YOUR TASK: Exclude the pictures and transcribe the rest of the data below exactly.

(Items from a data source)
*** Begin section ***

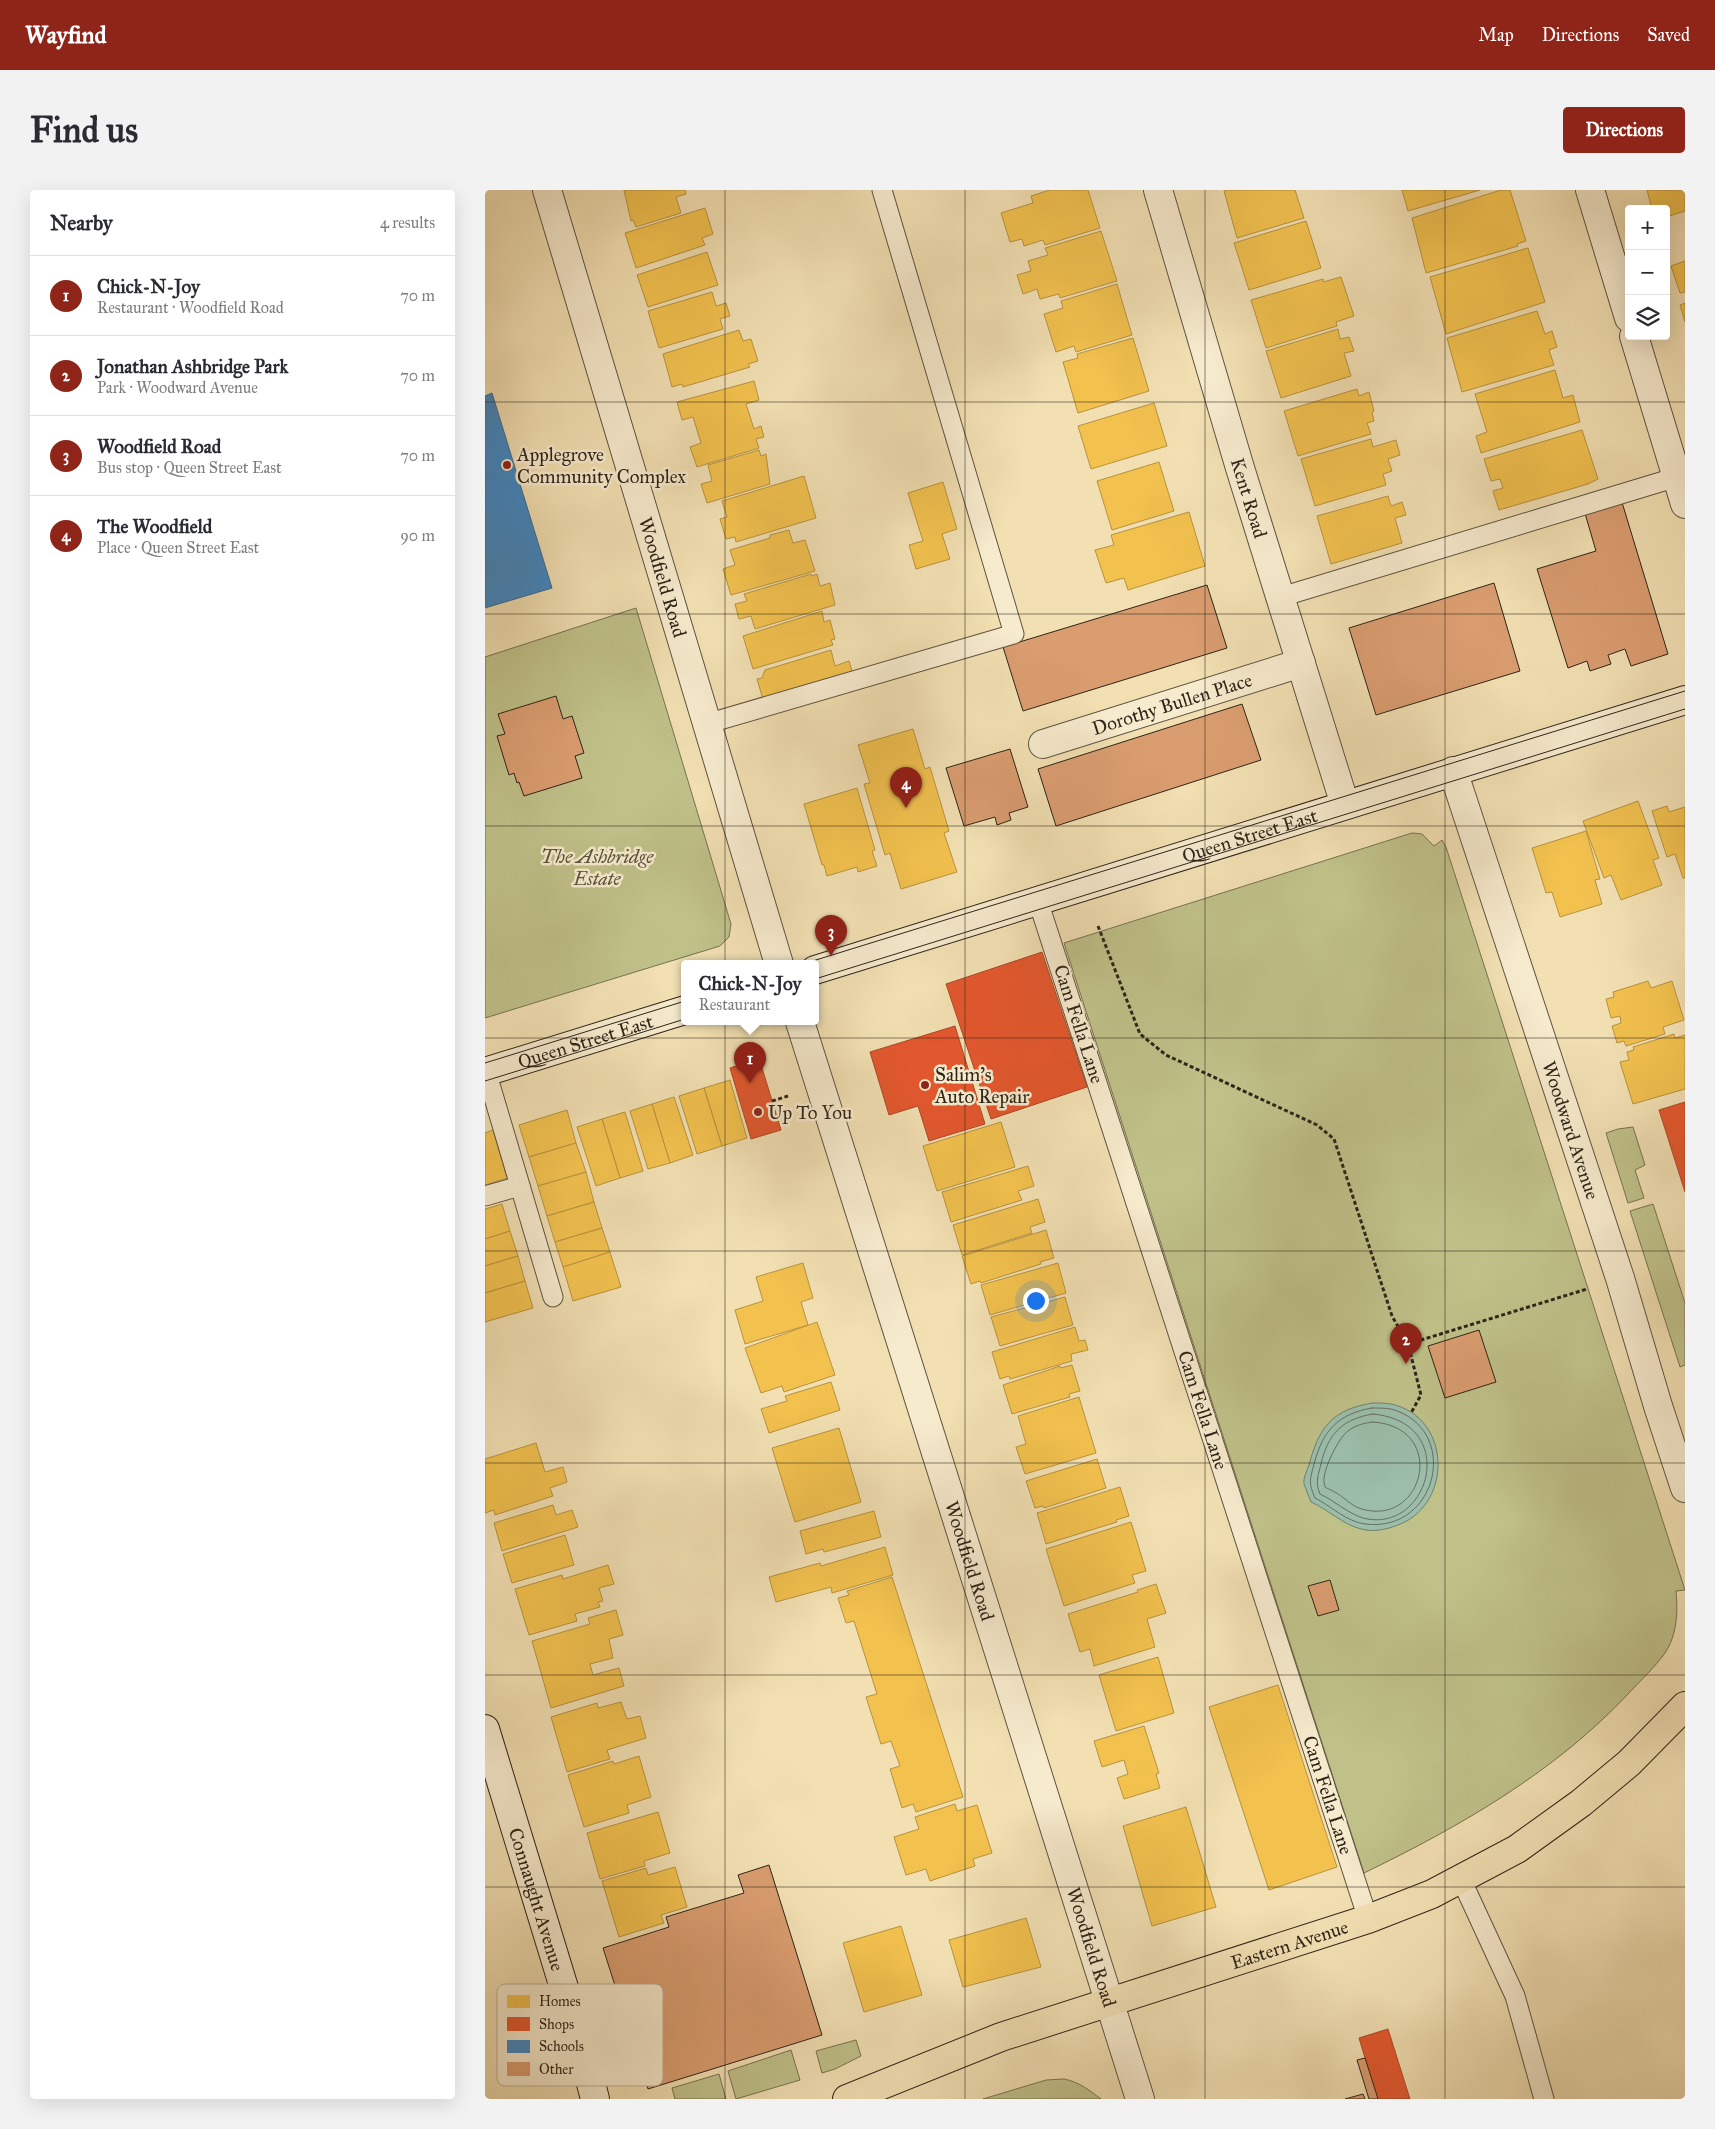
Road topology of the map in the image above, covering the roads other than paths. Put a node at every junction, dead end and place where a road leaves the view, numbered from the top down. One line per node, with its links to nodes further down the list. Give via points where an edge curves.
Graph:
1 (547, 190): 12 (street, Woodfield Road)
2 (882, 190): 12 (lane, via 1014,634)
3 (1158, 190): 9 (street, Kent Road)
4 (1590, 190): 5 (street)
5 (1625, 305)
6 (1635, 340): 7 (street)
7 (1677, 477): 8 (street); 9 (lane)
8 (1685, 504)
9 (1281, 598): 10 (street, Kent Road)
10 (1301, 663): 13 (street, Dorothy Bullen Place); 15 (street, Kent Road)
11 (1685, 700): 14 (street, Queen Street East)
12 (706, 724): 17 (street, Woodfield Road)
13 (1043, 744)
14 (1453, 771): 15 (street, Queen Street East); 25 (street, Woodward Avenue, via 1620,1278)
15 (1345, 805): 16 (street, Queen Street East)
16 (1038, 901): 18 (street, Queen Street East); 29 (lane, Cam Fella Lane)
17 (778, 960)
18 (819, 969)
19 (681, 1011): 21 (street, Queen Street East)
20 (800, 1025): 31 (street, Woodfield Road)
21 (486, 1071): 22 (lane)
22 (520, 1186): 23 (lane); 24 (lane)
23 (485, 1196)
24 (553, 1297)
25 (1685, 1488)
26 (1685, 1706): 28 (main road, Eastern Avenue, via 1629,1762 1581,1803 1517,1849)
27 (485, 1729): 30 (street, Connaught Avenue)
28 (1461, 1879): 29 (main road, Eastern Avenue); 36 (lane, via 1515,1996)
29 (1368, 1919): 31 (main road, Eastern Avenue)
30 (563, 1984)
31 (1109, 2001): 34 (main road, Eastern Avenue, via 1001,2036); 35 (street, Woodfield Road)
32 (592, 2086): 33 (street, Connaught Avenue)
33 (595, 2099)
34 (847, 2099)
35 (1140, 2099)
36 (1544, 2099)

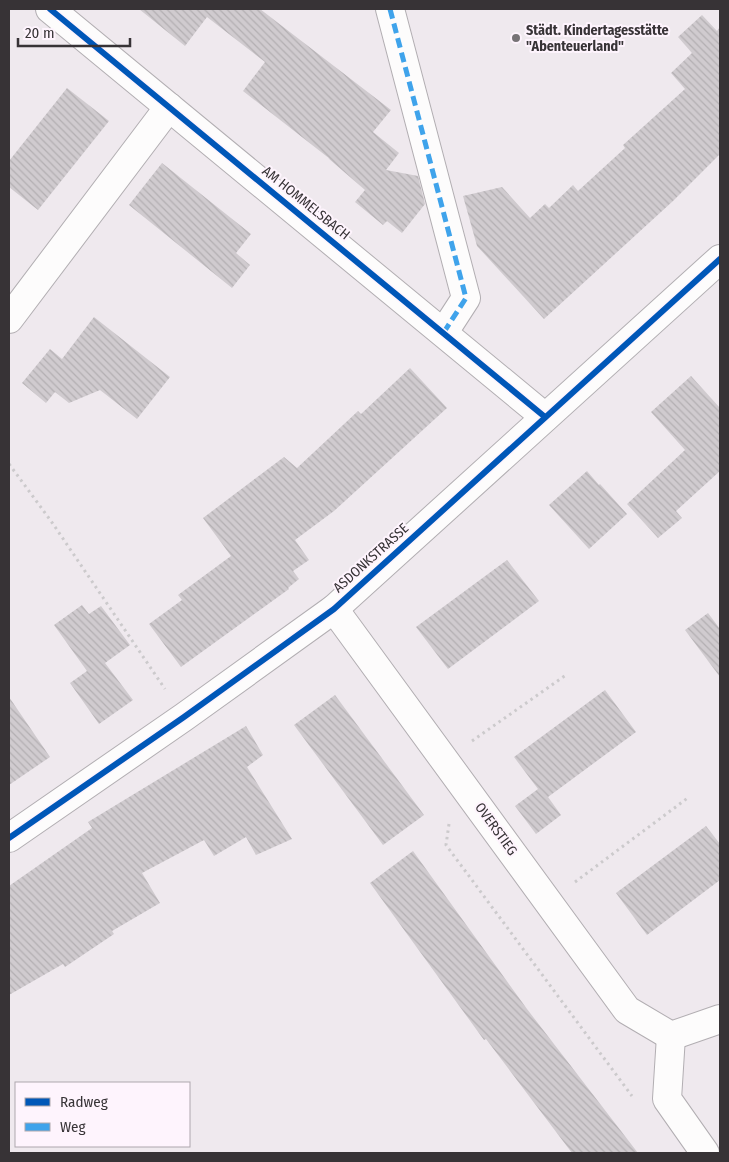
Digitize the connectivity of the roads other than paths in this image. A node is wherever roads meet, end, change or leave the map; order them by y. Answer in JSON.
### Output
{"nodes":[{"id":1,"x":50,"y":9,"type":"edge"},
{"id":2,"x":390,"y":9,"type":"edge"},
{"id":3,"x":169,"y":107,"type":"junction"},
{"id":4,"x":720,"y":259,"type":"edge"},
{"id":5,"x":9,"y":319,"type":"edge"},
{"id":6,"x":444,"y":332,"type":"junction"},
{"id":7,"x":545,"y":417,"type":"junction"},
{"id":8,"x":334,"y":609,"type":"junction"},
{"id":9,"x":9,"y":838,"type":"edge"},
{"id":10,"x":720,"y":1019,"type":"edge"},
{"id":11,"x":671,"y":1036,"type":"junction"},
{"id":12,"x":705,"y":1153,"type":"edge"}],
"edges":[{"from":1,"to":3,"type":"street","name":"AM HOMMELSBACH"},
{"from":2,"to":6,"type":"street"},
{"from":3,"to":5,"type":"street"},
{"from":3,"to":6,"type":"street","name":"AM HOMMELSBACH"},
{"from":4,"to":7,"type":"street","name":"ASDONKSTRASSE"},
{"from":6,"to":7,"type":"street","name":"AM HOMMELSBACH"},
{"from":7,"to":8,"type":"street","name":"ASDONKSTRASSE"},
{"from":8,"to":9,"type":"street","name":"ASDONKSTRASSE"},
{"from":8,"to":11,"type":"street","name":"OVERSTIEG"},
{"from":10,"to":11,"type":"street"},
{"from":11,"to":12,"type":"street"}]}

*** End section ***

SOLUTION TO THIS EXERCISE:
Road topology of the map in the image above, covering the roads other than paths. Put a node at every junction, dead end and place where a road leaves the view, numbered from the top down. One line per node, with its links to nodes further down the list. Give via points where an edge curves.
Graph:
1 (547, 190): 12 (street, Woodfield Road)
2 (882, 190): 12 (lane, via 1014,634)
3 (1158, 190): 9 (street, Kent Road)
4 (1590, 190): 5 (street)
5 (1625, 305)
6 (1635, 340): 7 (street)
7 (1677, 477): 8 (street); 9 (lane)
8 (1685, 504)
9 (1281, 598): 10 (street, Kent Road)
10 (1301, 663): 13 (street, Dorothy Bullen Place); 15 (street, Kent Road)
11 (1685, 700): 14 (street, Queen Street East)
12 (706, 724): 17 (street, Woodfield Road)
13 (1043, 744)
14 (1453, 771): 15 (street, Queen Street East); 25 (street, Woodward Avenue, via 1620,1278)
15 (1345, 805): 16 (street, Queen Street East)
16 (1038, 901): 18 (street, Queen Street East); 29 (lane, Cam Fella Lane)
17 (778, 960)
18 (819, 969)
19 (681, 1011): 21 (street, Queen Street East)
20 (800, 1025): 31 (street, Woodfield Road)
21 (486, 1071): 22 (lane)
22 (520, 1186): 23 (lane); 24 (lane)
23 (485, 1196)
24 (553, 1297)
25 (1685, 1488)
26 (1685, 1706): 28 (main road, Eastern Avenue, via 1629,1762 1581,1803 1517,1849)
27 (485, 1729): 30 (street, Connaught Avenue)
28 (1461, 1879): 29 (main road, Eastern Avenue); 36 (lane, via 1515,1996)
29 (1368, 1919): 31 (main road, Eastern Avenue)
30 (563, 1984)
31 (1109, 2001): 34 (main road, Eastern Avenue, via 1001,2036); 35 (street, Woodfield Road)
32 (592, 2086): 33 (street, Connaught Avenue)
33 (595, 2099)
34 (847, 2099)
35 (1140, 2099)
36 (1544, 2099)

Digitize the connectivity of the roads other than paths in this image. A node is wherever roads meet, end, change or leave the map; order them by y. Answer in JSON.
### Output
{"nodes":[{"id":1,"x":50,"y":9,"type":"edge"},
{"id":2,"x":390,"y":9,"type":"edge"},
{"id":3,"x":169,"y":107,"type":"junction"},
{"id":4,"x":720,"y":259,"type":"edge"},
{"id":5,"x":9,"y":319,"type":"edge"},
{"id":6,"x":444,"y":332,"type":"junction"},
{"id":7,"x":545,"y":417,"type":"junction"},
{"id":8,"x":334,"y":609,"type":"junction"},
{"id":9,"x":9,"y":838,"type":"edge"},
{"id":10,"x":720,"y":1019,"type":"edge"},
{"id":11,"x":671,"y":1036,"type":"junction"},
{"id":12,"x":705,"y":1153,"type":"edge"}],
"edges":[{"from":1,"to":3,"type":"street","name":"AM HOMMELSBACH"},
{"from":2,"to":6,"type":"street"},
{"from":3,"to":5,"type":"street"},
{"from":3,"to":6,"type":"street","name":"AM HOMMELSBACH"},
{"from":4,"to":7,"type":"street","name":"ASDONKSTRASSE"},
{"from":6,"to":7,"type":"street","name":"AM HOMMELSBACH"},
{"from":7,"to":8,"type":"street","name":"ASDONKSTRASSE"},
{"from":8,"to":9,"type":"street","name":"ASDONKSTRASSE"},
{"from":8,"to":11,"type":"street","name":"OVERSTIEG"},
{"from":10,"to":11,"type":"street"},
{"from":11,"to":12,"type":"street"}]}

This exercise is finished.